Sunday, September 18, 2011

All Done

I've started this post so many times and just as many I have erased everything to start over again, only to restart the cycle. I don't know why it is so hard for me to put the occasion into words, I don't know why I can't articulate our newest milestone. So I'll guess I'll just throw it out there and see where I go from there.

After 16 months and 27 days, Baby self weaned herself from breastfeeding. I knew it was coming for awhile, around 14 months she went from nursing one or two times a day every day to once a day and then it became every other day. She stopped asking to nurse almost entirely and for the most part I stopped offering. I could tell it wasn't a nursing strike and felt it would have been very unnatural to ask her to nurse more than she requested on her own.

My nursing story is full of pain, crying (lots of crying), anger, frustration and resentment. Nothing could have ever prepared me for breastfeeding and not only the physical toll but the emotional one. I never even came close to understanding just how hard it is to breastfeed. I'm stubborn though and refused to give up. I've always had a hate relationship with my breasts and I wanted them to fulfill their purpose. So yes, the first six or seven months (and yes, I mean months not weeks) I breastfed through the pain, I took various supplements and prescription medicines to "fix" the problems, I took on a second full time job researching how to make breastfeeding work for me.

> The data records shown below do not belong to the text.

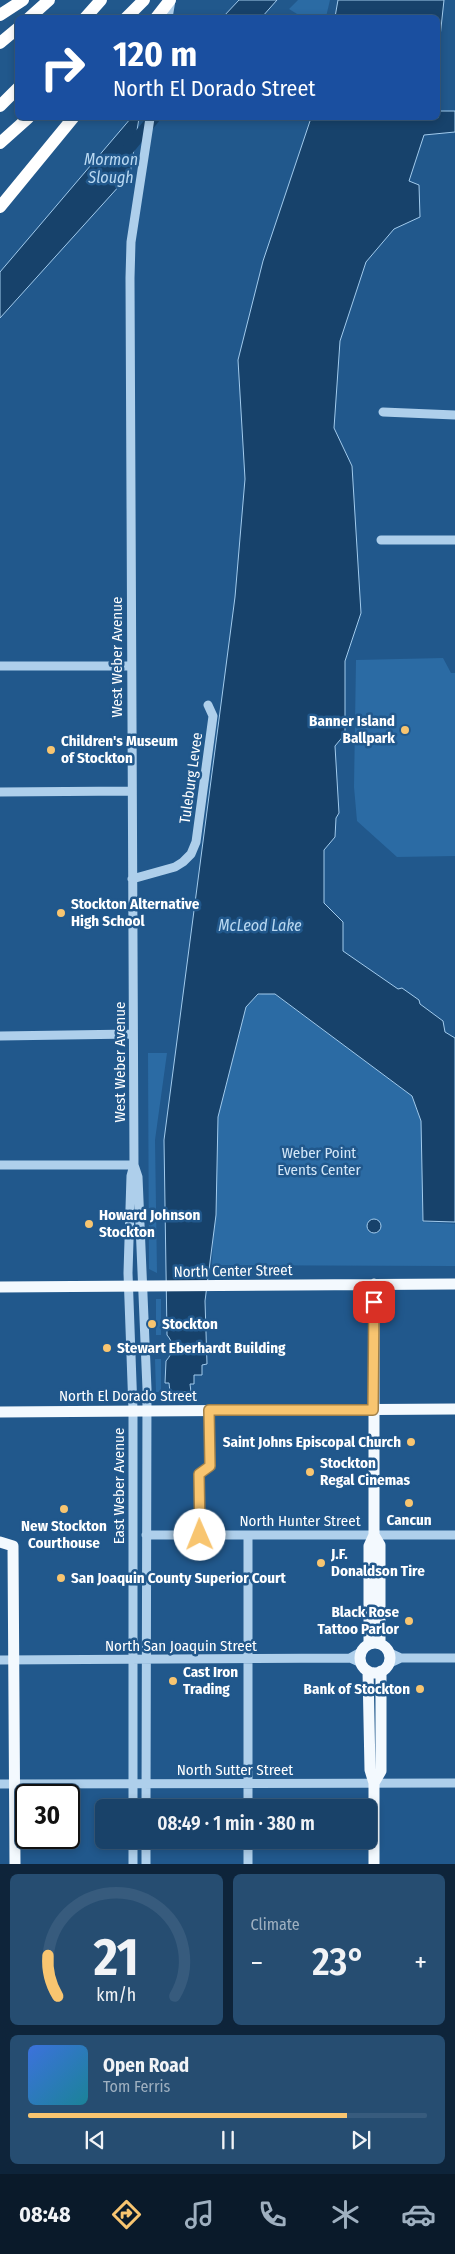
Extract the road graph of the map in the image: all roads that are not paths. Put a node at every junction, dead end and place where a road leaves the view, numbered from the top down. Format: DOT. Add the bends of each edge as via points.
graph roads {
  1 [pos="23,0"];
  2 [pos="49,0"];
  3 [pos="101,0"];
  4 [pos="144,0"];
  5 [pos="171,0"];
  6 [pos="0,15"];
  7 [pos="32,15"];
  8 [pos="88,15"];
  9 [pos="129,15"];
  10 [pos="158,15"];
  11 [pos="168,15"];
  12 [pos="15,30"];
  13 [pos="0,43"];
  14 [pos="15,91"];
  15 [pos="0,106"];
  16 [pos="26,120"];
  17 [pos="65,120"];
  18 [pos="71,120"];
  19 [pos="150,120"];
  20 [pos="0,143"];
  21 [pos="0,194"];
  22 [pos="0,207"];
  23 [pos="383,412"];
  24 [pos="455,415"];
  25 [pos="381,540"];
  26 [pos="455,540"];
  27 [pos="4,666"];
  28 [pos="131,666"];
  29 [pos="208,705"];
  30 [pos="132,791"];
  31 [pos="4,792"];
  32 [pos="132,878"];
  33 [pos="133,1034"];
  34 [pos="4,1036"];
  35 [pos="134,1165"];
  36 [pos="0,1166"];
  37 [pos="374,1284"];
  38 [pos="455,1284"];
  39 [pos="142,1286"];
  40 [pos="5,1287"];
  41 [pos="129,1287"];
  42 [pos="455,1409"];
  43 [pos="133,1410"];
  44 [pos="209,1410"];
  45 [pos="373,1410"];
  46 [pos="146,1411"];
  47 [pos="6,1412"];
  48 [pos="455,1534"];
  49 [pos="146,1535"];
  50 [pos="200,1535"];
  51 [pos="248,1535"];
  52 [pos="374,1535"];
  53 [pos="2,1542"];
  54 [pos="375,1657"];
  55 [pos="455,1658"];
  56 [pos="146,1659"];
  57 [pos="248,1659"];
  58 [pos="0,1660"];
  59 [pos="12,1660"];
  60 [pos="133,1660"];
  61 [pos="369,1696"];
  62 [pos="378,1714"];
  63 [pos="455,1782"];
  64 [pos="374,1783"];
  65 [pos="0,1784"];
  66 [pos="14,1784"];
  67 [pos="133,1784"];
  68 [pos="146,1784"];
  69 [pos="248,1784"];
  70 [pos="133,1799"];
  71 [pos="146,1799"];
  72 [pos="248,1799"];
  73 [pos="133,1849"];
  74 [pos="146,1849"];
  75 [pos="248,1849"];
  76 [pos="15,1864"];
  77 [pos="133,1864"];
  78 [pos="146,1864"];
  79 [pos="248,1864"];
  80 [pos="374,1864"];
  1 -- 6 [label="highway"];
  2 -- 7 [label="highway"];
  3 -- 8 [label="highway"];
  4 -- 9 [label="highway"];
  5 -- 10 [label="highway"];
  5 -- 11 [label="street"];
  12 -- 13 [label="highway"];
  14 -- 15 [label="highway"];
  16 -- 20 [label="highway"];
  17 -- 21 [label="highway"];
  18 -- 22 [label="highway"];
  19 -- 28 [label="street, West Weber Avenue" via="131,242"];
  23 -- 24 [label="street"];
  25 -- 26 [label="street"];
  27 -- 28 [label="street"];
  28 -- 30 [label="street, West Weber Avenue"];
  29 -- 32 [label="street, Tuleburg Levee" via="213,716 196,842 191,854 175,867"];
  30 -- 31 [label="street"];
  30 -- 32 [label="street, West Weber Avenue"];
  32 -- 33 [label="street, West Weber Avenue"];
  33 -- 34 [label="street"];
  33 -- 35 [label="street, West Weber Avenue"];
  35 -- 36 [label="street"];
  35 -- 39 [label="street, West Weber Avenue" via="138,1177"];
  35 -- 41 [label="street, East Weber Avenue" via="131,1176"];
  37 -- 38 [label="main road, North Center Street"];
  37 -- 39 [label="main road, North Center Street"];
  37 -- 45 [label="main road"];
  39 -- 41 [label="main road, North Center Street"];
  39 -- 46 [label="street, East Weber Avenue"];
  40 -- 41 [label="main road, North Center Street"];
  41 -- 43 [label="street, East Weber Avenue"];
  42 -- 45 [label="main road, North El Dorado Street"];
  43 -- 46 [label="main road, North El Dorado Street"];
  43 -- 47 [label="main road, North El Dorado Street"];
  43 -- 60 [label="street, East Weber Avenue"];
  44 -- 45 [label="main road, North El Dorado Street"];
  44 -- 46 [label="main road, North El Dorado Street"];
  44 -- 50 [label="street" via="210,1466 199,1474"];
  45 -- 52 [label="main road"];
  46 -- 49 [label="street, East Weber Avenue"];
  48 -- 52 [label="street, North Hunter Street"];
  49 -- 50 [label="street, North Hunter Street"];
  49 -- 56 [label="street, East Weber Avenue"];
  50 -- 51 [label="street, North Hunter Street"];
  51 -- 52 [label="street, North Hunter Street"];
  51 -- 57 [label="street"];
  52 -- 54 [label="main road" via="369,1545"];
  53 -- 59 [label="main road" via="13,1546"];
  54 -- 55 [label="street, North San Joaquin Street"];
  54 -- 57 [label="street, North San Joaquin Street"];
  54 -- 61 [label="main road"];
  54 -- 62 [label="main road"];
  56 -- 57 [label="street, North San Joaquin Street"];
  56 -- 60 [label="street, North San Joaquin Street"];
  56 -- 68 [label="street, East Weber Avenue"];
  57 -- 69 [label="street"];
  58 -- 59 [label="street, North San Joaquin Street"];
  59 -- 60 [label="street, North San Joaquin Street"];
  59 -- 66 [label="main road"];
  60 -- 67 [label="street, East Weber Avenue"];
  61 -- 62 [label="main road"];
  61 -- 64 [label="main road" via="370,1770"];
  62 -- 64 [label="main road" via="381,1771"];
  63 -- 64 [label="street, North Sutter Street"];
  64 -- 69 [label="street, North Sutter Street"];
  64 -- 80 [label="main road"];
  65 -- 66 [label="street, North Sutter Street"];
  66 -- 67 [label="street, North Sutter Street"];
  66 -- 76 [label="main road"];
  67 -- 68 [label="street, North Sutter Street"];
  67 -- 70 [label="street, East Weber Avenue"];
  68 -- 69 [label="street, North Sutter Street"];
  68 -- 71 [label="street, East Weber Avenue"];
  69 -- 72 [label="street"];
  73 -- 77 [label="street"];
  74 -- 78 [label="street"];
  75 -- 79 [label="street"];
}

And then around seven months things just got better. Breastfeeding still hurt, but it was manageable. I figured out Baby had an upper tongue tie (oh how I wish I had known that from the start) and what adjustments needed to be made to make it hurt less. She embraced solids and wasn't nursing for 100% nutrition (though I do believe under one, just for fun when it comes to solids). In summary, I was able to just be a breastfeeding momma vs a woman who breastfeeds. I even began to enjoy and savor our nursing sessions (which by this point were only last five minutes tops).

I am so thankful that I breastfed my daughter. I found a passion I didn't realize I had. After all the misinformation that I was given, from family to friends and most importantly doctors I have become outspoken and very opinionated about breastfeeding and other women's issues. I feel like I have to throw out this disclaimer that I do not think I am superior or any other reputation that a lot of "lactivists" get. There are many women out there who judge parents that formula feed their children but I am far from one of those. It literally took hours of reading every day, communication with people from online communities, and an extreme amount of family support for me to keep nursing. I have never experienced the level of pain that I had from nursing (and that is saying a lot, as I had a drug free birth). I have never felt the emotional ranges of stress to anxiety to anger than while nursing. So I understand why women will make that choice not to nurse.

But I did, and I am proud of myself. Not only did I grow my child for the first nine months, but she sustained life for the first six months exclusively because of me. That to me, is an extremely powerful thought. I made many sacrifices for giving her the best food possible. It was the hardest thing I have ever done, but for me, it was never a choice. I have always known that my child(ren) would be breastfed. So yes, I am very proud of myself.

When I realized that Baby was weaning, I made myself memorize every single nursing session. I took in the way I cradled her, the way she would play with my teeth. I would breathe in her baby smell, sometimes she smelled sweet, sometimes she was a stinky/sweaty mix. I would memorize the weight in my arms and how she would look up and smile at me while nursing. I can still hear her say, "Ahhhh!" when she was done. The last time she nursed, at 16 months and 27 days was during a bath. She nursed for only a moment and then kissed my breast and did the "all done" sign. My sweet, silly, loving baby girl really is all done.